東浩紀 セカイからもっと近くに 東京創元社

2014-05-05 10:57:20 | エッセイ

  副題は、現実から切り離された文学の諸問題。

 「セカイ系」という言葉で合点するひとびとがいるらしいが、その「セカイ系」の文学についての評論。帯には、「著者最初にして最後の、まったく新しい文芸評論」、「ライトノベル・ミステリ・アニメ・SF」、「虚構と現実の再縫合」とある。

 東浩紀は、処女作「存在論的、郵便的―ジャック・デリダについて」から、「動物化するポストモダン」、「一般意志2.0」、「思想地図」のシリーズ、「思想地図β」のシリーズ(「チェルノブイリ・ダークツーリズム」や「福島原発観光地化計画」を含む)、最近は小説「クリュセの魚」まで読んでしまったので、愛読者のひとりと数えていただくことも可能ではないかと思う。
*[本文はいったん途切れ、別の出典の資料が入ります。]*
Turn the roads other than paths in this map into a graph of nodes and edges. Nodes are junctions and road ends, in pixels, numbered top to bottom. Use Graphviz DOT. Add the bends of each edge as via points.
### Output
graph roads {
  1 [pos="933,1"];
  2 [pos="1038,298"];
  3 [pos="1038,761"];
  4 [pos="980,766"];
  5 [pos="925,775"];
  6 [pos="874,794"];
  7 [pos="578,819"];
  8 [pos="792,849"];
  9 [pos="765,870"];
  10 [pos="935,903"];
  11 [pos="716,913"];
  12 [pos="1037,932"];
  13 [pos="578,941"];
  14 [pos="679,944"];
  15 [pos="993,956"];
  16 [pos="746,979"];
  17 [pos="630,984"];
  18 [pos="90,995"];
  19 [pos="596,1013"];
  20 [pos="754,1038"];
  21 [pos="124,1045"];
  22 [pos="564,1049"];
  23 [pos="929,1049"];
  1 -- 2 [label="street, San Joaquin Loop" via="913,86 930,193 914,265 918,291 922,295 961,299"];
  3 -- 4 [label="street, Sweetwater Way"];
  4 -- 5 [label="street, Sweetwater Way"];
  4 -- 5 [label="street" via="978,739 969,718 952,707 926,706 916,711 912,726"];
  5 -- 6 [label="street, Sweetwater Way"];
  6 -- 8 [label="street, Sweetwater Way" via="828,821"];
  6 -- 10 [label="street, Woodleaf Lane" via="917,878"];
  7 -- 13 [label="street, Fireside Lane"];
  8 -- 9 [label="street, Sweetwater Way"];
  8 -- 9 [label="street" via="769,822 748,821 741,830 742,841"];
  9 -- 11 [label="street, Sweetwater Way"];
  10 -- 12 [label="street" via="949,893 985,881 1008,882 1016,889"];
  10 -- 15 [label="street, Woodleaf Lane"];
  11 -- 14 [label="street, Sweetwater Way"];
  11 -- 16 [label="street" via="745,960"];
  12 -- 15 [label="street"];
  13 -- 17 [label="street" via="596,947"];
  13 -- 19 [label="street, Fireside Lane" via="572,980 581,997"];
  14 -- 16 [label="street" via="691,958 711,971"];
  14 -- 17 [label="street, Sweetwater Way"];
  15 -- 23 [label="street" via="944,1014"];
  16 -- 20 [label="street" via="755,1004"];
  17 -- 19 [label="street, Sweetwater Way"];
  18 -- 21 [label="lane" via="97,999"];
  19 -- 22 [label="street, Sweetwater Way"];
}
 しかし、思想地図βのシリーズは、45歳以上の読者は相手にされていないようなので、愛読者の列に加えていただくことは遠慮せざるをないのかと思う。いや、単純に文字が小さいし、あわせて淡い色彩を使っていたりするということなのだが。老眼鏡をかけていても読みづらい。本文はまだしも、注記の部分が。(ひょっとすると、最近のお洒落な雑誌はすべからくそうなのかもしれない。)

 私は、中高生の頃、30歳過ぎたやつらは信用するな、と、ニュー・ミュージック・マガジンなどで、尊敬するロック・ミュージシャンから(日本の評論家経由で)叩きこまれて育った世代なので、東氏に、50代以上は相手にしないとか言われても、ははあ、ご無理ごもっとも、と簡単に受け入れてしまったりするわけだ。(いや、東氏は相手にしないと明言しているわけではない。)(ところで、NMM(その後Nがとれてミュージック・マガジン)編集長の中村とうよう氏は、当時から30歳は超えていたように思う。)

 閑話休題。

 さて、この本は、ライトノベル・新井素子、ミステリ・法月倫太郎、アニメ・押井守、SF・小松左京の4名を取り上げ、評論している。

 「本書は、ひとことで言えば、想像力と現実が関係をもつことのむずかしさを主題とした本です。/ここで、想像力を代表するのは文学です。文学はかつて、現実で生きる人々の喜びや苦しみを汲み取り、芸術表現に昇華するという使命を担っていました。つまり、想像力と現実はしっかり関係をもっていました。」(2ページ はじめに)

 しかし、今はそうではないのだと。

 「ぼくたちはどうやら、想像力と現実、虚構と現実、文学と社会が切り離された時代に生きています。文学が社会に与える影響はかつてなく小さく、逆に社会が文学に与える影響もかつてなく小さい。」(4ページ)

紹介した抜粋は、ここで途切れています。